6 healthcare taxes that violate Obama’s tax pledge
These seem pretty indisputable. From Keith Hennessey:
1. The clearest violation is the 5% excise tax on cosmetic surgery and similar procedures (including teeth whitening). I assume that cosmetic surgery and similar procedures are skewed toward the high end of the income distribution, but there certainly are many people getting these treatments with annual family income less than $250,000.
2. The bill would allow State insurance exchanges “to charge assessments or user fees to participating health insurers, or to otherwise generate funding, to support its operations.” [ §1311(d)(5)(A) ] Health insurers would pass these “assessments or user fees” through to consumers as higher premiums. This would affect anyone who buys health insurance, including those with family income less than $250,000.
3. The bill would impose a 40% excise tax on health coverage in excess of $8,500 (individuals) / $23,000 (families). While policies this generous are almost certainly skewed higher on the income distribution, there are definitely families with income less than $250,000 receiving these plans. Again, health insurers would pass these tax increases through to those families.
4. The bill would increase taxes on all health insurance plans, as well as on brand-name drugs and biologics, and on medical devices. These tax increases would affect anyone who buys these goods, even if their family income is less than $250,000.
5. According to CBO, “By 2019, … the number of nonelderly people who are uninsured would be reduced by about 31 million, leaving about 24 million nonelderly residents uninsured (about one-third of whom would be unauthorized immigrants.)” (p 8 ) These roughly 16 million people would pay “penalties” of $95 per adult in 2014, $350 per adult in 2015, and $750 per adult in 2016 and later.
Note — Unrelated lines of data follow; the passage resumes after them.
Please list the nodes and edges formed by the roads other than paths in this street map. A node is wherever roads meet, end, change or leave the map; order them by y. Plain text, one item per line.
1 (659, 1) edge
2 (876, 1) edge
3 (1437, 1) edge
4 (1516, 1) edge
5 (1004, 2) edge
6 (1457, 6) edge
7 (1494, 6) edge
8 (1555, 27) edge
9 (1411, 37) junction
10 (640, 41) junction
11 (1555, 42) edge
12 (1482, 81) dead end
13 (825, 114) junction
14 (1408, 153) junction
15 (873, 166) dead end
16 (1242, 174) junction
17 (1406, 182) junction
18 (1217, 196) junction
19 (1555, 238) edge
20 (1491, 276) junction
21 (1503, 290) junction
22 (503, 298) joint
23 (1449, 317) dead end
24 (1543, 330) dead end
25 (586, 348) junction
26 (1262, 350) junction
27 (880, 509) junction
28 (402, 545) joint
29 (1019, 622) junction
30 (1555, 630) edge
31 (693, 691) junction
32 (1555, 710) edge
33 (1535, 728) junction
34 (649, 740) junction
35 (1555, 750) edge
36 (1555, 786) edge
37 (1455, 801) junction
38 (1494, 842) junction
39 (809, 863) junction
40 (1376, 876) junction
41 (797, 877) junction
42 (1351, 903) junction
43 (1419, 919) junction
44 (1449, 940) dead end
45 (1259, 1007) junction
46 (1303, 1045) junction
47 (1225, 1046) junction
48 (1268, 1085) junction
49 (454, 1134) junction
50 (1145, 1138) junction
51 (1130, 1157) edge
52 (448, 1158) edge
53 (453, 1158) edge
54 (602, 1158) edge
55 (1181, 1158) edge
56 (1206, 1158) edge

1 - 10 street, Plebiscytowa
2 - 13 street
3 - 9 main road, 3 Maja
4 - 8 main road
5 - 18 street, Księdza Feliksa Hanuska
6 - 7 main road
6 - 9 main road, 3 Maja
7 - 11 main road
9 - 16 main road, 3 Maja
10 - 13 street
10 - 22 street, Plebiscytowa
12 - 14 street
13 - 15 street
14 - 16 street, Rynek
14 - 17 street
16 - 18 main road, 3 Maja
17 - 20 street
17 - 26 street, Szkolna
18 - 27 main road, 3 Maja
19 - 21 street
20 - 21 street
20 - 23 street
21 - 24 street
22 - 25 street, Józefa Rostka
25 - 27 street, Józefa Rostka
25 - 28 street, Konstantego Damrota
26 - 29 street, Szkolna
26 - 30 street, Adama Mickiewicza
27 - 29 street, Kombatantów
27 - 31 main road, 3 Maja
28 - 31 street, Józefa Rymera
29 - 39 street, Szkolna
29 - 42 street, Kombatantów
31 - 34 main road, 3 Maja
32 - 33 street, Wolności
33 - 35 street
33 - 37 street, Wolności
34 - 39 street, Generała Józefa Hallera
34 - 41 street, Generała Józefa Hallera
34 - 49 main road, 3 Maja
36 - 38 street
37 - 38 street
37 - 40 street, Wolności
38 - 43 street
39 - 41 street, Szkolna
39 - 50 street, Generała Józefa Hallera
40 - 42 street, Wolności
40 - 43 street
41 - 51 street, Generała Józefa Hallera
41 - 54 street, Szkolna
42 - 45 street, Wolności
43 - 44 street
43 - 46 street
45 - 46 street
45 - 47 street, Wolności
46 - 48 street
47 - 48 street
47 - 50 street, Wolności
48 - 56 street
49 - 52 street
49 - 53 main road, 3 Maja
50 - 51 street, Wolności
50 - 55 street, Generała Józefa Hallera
You’re charged half as much for each kid. Most of these 16 million people paying higher taxes will have family income less than $250,000 and will pay higher “penalties,” although not all will pay these full amounts.
6. The bill would create a new 0.5 percentage point increase in payroll taxes on individuals with incomes greater than $200,000 in 2013 and families with incomes greater than $250,000 in 2013. Since these amounts are for 2013 and not indexed, someone making $233K in 2009 would be affected by this in 2013, assuming 1% annual real wage growth and CBO’s assumptions about inflation. If you’re making $220K this year, you’ll probably be hit by the new tax in 2016. $210K this year, you first get bit in 2017, and so on.